One day, students in my eighth-grade math class were working in pairs. Two boys, Nainoa and Keoki, called me over to resolve their dispute over differing answers. After reviewing their work, I confirmed that Nainoa was correct. Nainoa shouted, “Ha, told you so!” Keoki dropped his head to his desk, whispering, “Whatever.” I scolded Nainoa, but it was too late—the damage was done, and Keoki shut down for the rest of the class period.
Later that day, I reflected on the incident. The lack of humility and detrimental effects of Nainoa’s words lingered. Keoki, shamed for one incorrect response, was now less likely to take mathematical risks. The person who used the most cognitive energy? Me, the teacher, since I was the one who did the work to determine which student was correct.
The Value of Productive Discussion in Math
Putting that poor result aside, the scenario of two students discussing different answers is exactly what we want in math classrooms. Common Core Standard of Math Practice 3 is: “construct viable arguments and critique the reasoning of others.” Such discussions create the perfect opportunity to challenge students like Nainoa to extend their understanding beyond getting the correct answer or doing the task.
Nothing is more challenging for a student who has the correct answer than to explain why someone else is incorrect in their reasoning because alternative methods, especially those that generate incorrect responses, are hard for the student with the correct answer to make sense of.
What happens when we’re able to make sense of such alternative understandings, viewpoints, processes, or methods? We become more intelligent human beings, with more holistic conceptual understandings of content. In addition, we utilize and develop the essential 21st-century communicative skill of empathy and are better suited to thrive in our increasingly diverse society.
So what went wrong in the scenario with Nainoa and Keoki? I had not set up an effective routine to optimize their interaction.

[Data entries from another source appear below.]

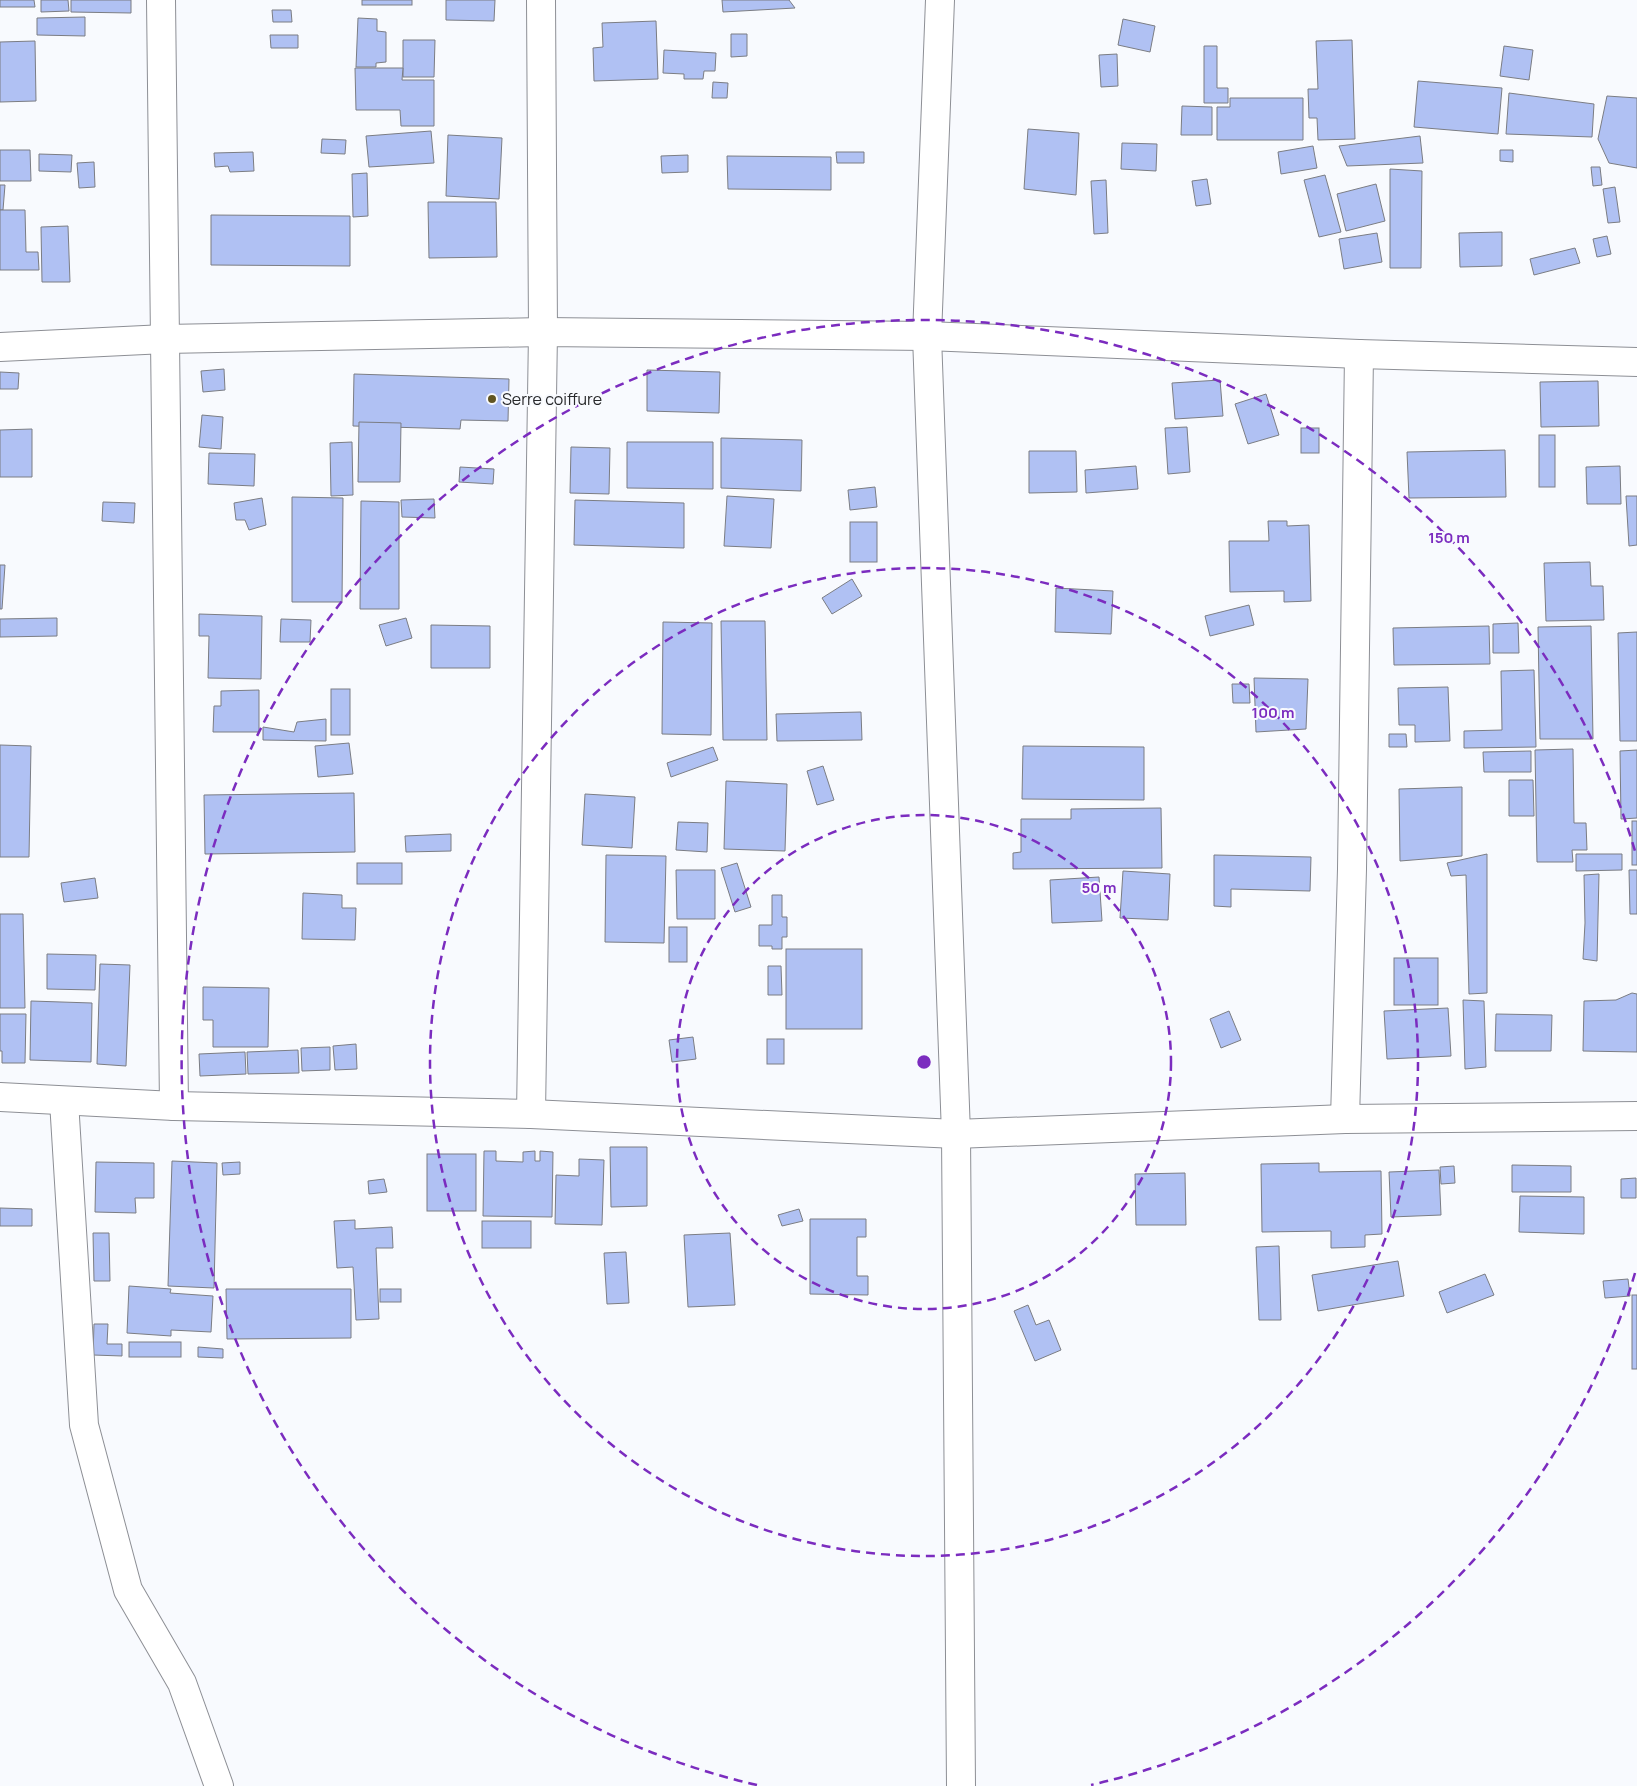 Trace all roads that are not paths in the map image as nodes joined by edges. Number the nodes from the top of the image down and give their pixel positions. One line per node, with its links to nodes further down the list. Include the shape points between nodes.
1 (161, 0): 6 (street)
2 (541, 0): 4 (street)
3 (940, 0): 5 (street)
4 (543, 332): 5 (street); 6 (street); 13 (street)
5 (927, 336): 8 (street); 16 (street)
6 (165, 339): 7 (street); 12 (street)
7 (0, 346)
8 (1359, 354): 9 (street); 15 (street)
9 (1637, 362)
10 (0, 1097): 11 (street)
11 (64, 1101): 12 (street); 17 (street, via 84,1425 128,1590 182,1683)
12 (174, 1106): 13 (street)
13 (531, 1114): 16 (street)
14 (1637, 1116): 15 (street)
15 (1345, 1119): 16 (street)
16 (956, 1134): 18 (street)
17 (219, 1786)
18 (961, 1786)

In order for an academic discussion routine to work effectively, I found that I needed these three elements:
- heterogeneous grouping of students to ensure greater opportunities for discourse around diversity of understandings,
- student understanding of the value of heterogeneous grouping for their development, to motivate them to engage in productive discussions, and
- a protocol for discussion that ensures all students are supported in these discussions.
I was lucky enough to have Nainoa and Keoki arrive at different answers, but to ensure that productive discussion happened on a regular basis, I needed to start intentionally using heterogeneous grouping. To help students see the value of collaboration in heterogeneous groupings, I came up with the following “Tiers of Understanding,” which I put up on a poster for my students to reference:
Tier 1: Do—complete the task.
Tier 2: Explain the process used to complete the task.

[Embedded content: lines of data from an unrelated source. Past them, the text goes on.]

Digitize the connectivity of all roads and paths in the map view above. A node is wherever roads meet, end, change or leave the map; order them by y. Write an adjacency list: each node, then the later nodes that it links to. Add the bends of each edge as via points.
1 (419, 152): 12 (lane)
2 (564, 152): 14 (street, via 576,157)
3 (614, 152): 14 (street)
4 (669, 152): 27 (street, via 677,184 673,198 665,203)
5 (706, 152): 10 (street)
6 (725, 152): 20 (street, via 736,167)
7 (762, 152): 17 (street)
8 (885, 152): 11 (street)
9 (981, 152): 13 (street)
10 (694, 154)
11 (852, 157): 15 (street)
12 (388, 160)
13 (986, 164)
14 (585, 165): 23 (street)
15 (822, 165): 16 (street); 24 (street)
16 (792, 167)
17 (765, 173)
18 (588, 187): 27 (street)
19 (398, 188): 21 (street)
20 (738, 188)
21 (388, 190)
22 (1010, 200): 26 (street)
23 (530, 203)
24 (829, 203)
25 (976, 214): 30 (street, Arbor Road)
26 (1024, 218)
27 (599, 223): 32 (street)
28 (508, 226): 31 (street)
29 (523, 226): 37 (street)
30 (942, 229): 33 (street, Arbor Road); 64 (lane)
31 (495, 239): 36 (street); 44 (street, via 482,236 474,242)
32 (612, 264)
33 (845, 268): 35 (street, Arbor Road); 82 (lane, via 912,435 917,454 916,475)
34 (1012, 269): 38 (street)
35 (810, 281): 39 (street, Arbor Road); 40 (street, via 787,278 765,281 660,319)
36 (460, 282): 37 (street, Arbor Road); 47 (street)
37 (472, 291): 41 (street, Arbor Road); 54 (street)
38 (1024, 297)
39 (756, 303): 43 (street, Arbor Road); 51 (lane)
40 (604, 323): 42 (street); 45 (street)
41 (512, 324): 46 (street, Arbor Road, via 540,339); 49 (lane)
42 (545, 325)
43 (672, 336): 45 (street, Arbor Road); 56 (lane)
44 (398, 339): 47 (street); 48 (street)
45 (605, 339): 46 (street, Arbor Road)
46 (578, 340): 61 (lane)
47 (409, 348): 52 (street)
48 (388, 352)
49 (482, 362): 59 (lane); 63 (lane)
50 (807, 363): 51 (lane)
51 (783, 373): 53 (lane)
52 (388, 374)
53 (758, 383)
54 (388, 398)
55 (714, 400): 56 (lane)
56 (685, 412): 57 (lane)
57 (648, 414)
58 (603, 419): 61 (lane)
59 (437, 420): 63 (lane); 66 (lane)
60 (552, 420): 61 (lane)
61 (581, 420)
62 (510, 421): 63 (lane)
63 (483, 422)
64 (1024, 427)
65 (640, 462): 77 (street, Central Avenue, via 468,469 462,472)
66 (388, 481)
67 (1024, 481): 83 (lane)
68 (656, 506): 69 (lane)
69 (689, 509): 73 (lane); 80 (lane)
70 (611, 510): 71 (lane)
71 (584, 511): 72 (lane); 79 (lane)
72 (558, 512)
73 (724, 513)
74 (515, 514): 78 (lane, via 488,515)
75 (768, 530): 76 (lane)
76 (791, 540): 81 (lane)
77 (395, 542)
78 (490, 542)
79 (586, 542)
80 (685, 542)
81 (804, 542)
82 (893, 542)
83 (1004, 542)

Tier 3: Empathetically explain the thought processes used by another student to complete the task.
Doing a task is the lowest level of understanding—explaining is higher, and the highest is explaining empathetically. Through heterogeneous grouping, the student struggling in their ability to do the task is supported by the higher performing student, who seeks opportunities to empathetically explain. This creates differentiation through inclusivity—personalized value for the mixed levels of learners in working together.

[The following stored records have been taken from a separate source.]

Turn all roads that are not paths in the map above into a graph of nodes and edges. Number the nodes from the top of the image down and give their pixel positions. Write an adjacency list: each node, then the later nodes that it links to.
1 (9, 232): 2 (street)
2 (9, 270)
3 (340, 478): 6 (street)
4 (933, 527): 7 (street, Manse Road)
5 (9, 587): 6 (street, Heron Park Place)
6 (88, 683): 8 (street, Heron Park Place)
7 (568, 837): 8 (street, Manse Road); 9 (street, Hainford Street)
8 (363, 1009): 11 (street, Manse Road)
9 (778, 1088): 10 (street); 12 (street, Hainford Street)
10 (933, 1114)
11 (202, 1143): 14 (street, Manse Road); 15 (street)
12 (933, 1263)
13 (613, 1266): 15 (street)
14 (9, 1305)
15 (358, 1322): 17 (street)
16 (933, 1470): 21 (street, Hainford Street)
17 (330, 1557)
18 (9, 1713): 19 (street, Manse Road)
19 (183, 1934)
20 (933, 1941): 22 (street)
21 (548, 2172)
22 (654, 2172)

If I had known to teach Nainoa and Keoki the value of empathetic explanation, they would have looked at their different answers as a learning opportunity.
Teaching Students to Empathetically Explain
I now teach students a three-part protocol for discussing divergent answers when they’re working together.
1. Listen to the other person.
2. Try to see how they could be correct—maybe you’re both correct. Math is not fixed, as there are many avenues to arrive at one solution, and solutions can appear in many equivalent forms.
3. If you believe the other person is incorrect, explain how you are correct, and/or how they are incorrect. It is the responsibility of the person with the correct answer to rectify the misunderstanding.
The most valuable part of the protocol is the last part—that it’s the responsibility of the student with the correct answer to help their partner correct their misunderstanding. It was not Keoki’s fault he had the wrong answer, and since Nainoa had the correct answer, he could have tried to assist Keoki through empathetic explanation. Even in a case where the student with the incorrect answer initially thinks they are correct—which was the case for Keoki—the three steps above will lead them to realize where they went wrong.
Sentence stems such as “You were thinking... because...” or “I can see how you tried to...” are excellent scaffolds to help students start crafting empathetic responses.
It’s now been six years since, in my second year of teaching, I started intentionally grouping students heterogeneously and generated the 3 Tiers of Understanding and the protocol for empathetic explanation to guide students in their collaborative work. These steps have helped me create a more engaging, student-centered classroom by requiring that more of the cognitive work of coming to terms with math concepts be done by the students.
After I had been using this process for a while, I saw my students gravitate toward collaborating with each other. They recognized the value that empathetic discourse had for both students in heterogeneous grouping. Most significantly, this created a class culture grounded in kākou, Hawaiian for “we’re all in this together,” which is what the culture of classrooms should be.